- _Work to be completed_: Look through the records and copy each line that has "Central" in it.

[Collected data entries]
Segment Open

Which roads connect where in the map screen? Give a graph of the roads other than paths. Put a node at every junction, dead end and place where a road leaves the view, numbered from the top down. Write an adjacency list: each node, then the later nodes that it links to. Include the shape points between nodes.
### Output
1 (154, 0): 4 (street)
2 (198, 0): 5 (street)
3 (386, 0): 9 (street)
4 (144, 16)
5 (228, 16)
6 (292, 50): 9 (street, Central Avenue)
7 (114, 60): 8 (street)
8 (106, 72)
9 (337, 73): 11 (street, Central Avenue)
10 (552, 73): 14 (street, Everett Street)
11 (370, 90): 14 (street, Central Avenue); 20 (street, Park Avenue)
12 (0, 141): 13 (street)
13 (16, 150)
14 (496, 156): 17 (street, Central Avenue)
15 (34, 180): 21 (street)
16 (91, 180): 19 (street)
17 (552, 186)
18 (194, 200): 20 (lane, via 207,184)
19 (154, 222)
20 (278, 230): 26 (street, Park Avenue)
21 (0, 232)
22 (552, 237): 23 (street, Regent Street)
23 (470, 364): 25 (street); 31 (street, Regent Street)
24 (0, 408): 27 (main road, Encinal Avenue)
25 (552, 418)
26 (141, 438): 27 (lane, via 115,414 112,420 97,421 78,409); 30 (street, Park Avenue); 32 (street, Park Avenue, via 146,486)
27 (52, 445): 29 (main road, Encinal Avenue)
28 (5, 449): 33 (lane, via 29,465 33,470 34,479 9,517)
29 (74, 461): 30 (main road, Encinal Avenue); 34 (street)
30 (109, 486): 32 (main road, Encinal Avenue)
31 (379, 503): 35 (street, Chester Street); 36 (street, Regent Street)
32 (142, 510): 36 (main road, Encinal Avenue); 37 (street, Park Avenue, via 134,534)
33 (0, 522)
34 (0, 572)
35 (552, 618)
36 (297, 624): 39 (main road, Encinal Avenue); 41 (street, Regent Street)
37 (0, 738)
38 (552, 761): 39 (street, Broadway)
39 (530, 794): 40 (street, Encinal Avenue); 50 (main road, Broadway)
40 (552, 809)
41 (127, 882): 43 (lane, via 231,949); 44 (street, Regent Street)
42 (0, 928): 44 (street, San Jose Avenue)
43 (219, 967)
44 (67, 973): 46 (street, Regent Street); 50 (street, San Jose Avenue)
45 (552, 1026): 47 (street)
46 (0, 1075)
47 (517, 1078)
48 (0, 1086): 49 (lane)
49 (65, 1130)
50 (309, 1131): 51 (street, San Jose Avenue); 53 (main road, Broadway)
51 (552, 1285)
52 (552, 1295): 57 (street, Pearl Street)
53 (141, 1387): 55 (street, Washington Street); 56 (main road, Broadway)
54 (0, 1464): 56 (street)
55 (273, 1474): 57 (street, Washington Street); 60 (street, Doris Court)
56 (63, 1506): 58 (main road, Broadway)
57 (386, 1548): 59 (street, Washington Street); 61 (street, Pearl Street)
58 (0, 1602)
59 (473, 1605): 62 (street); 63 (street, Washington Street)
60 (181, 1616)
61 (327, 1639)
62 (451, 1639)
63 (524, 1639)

Segment Closed

- _Solution to this problem_:
6 (292, 50): 9 (street, Central Avenue)
9 (337, 73): 11 (street, Central Avenue)
11 (370, 90): 14 (street, Central Avenue); 20 (street, Park Avenue)
14 (496, 156): 17 (street, Central Avenue)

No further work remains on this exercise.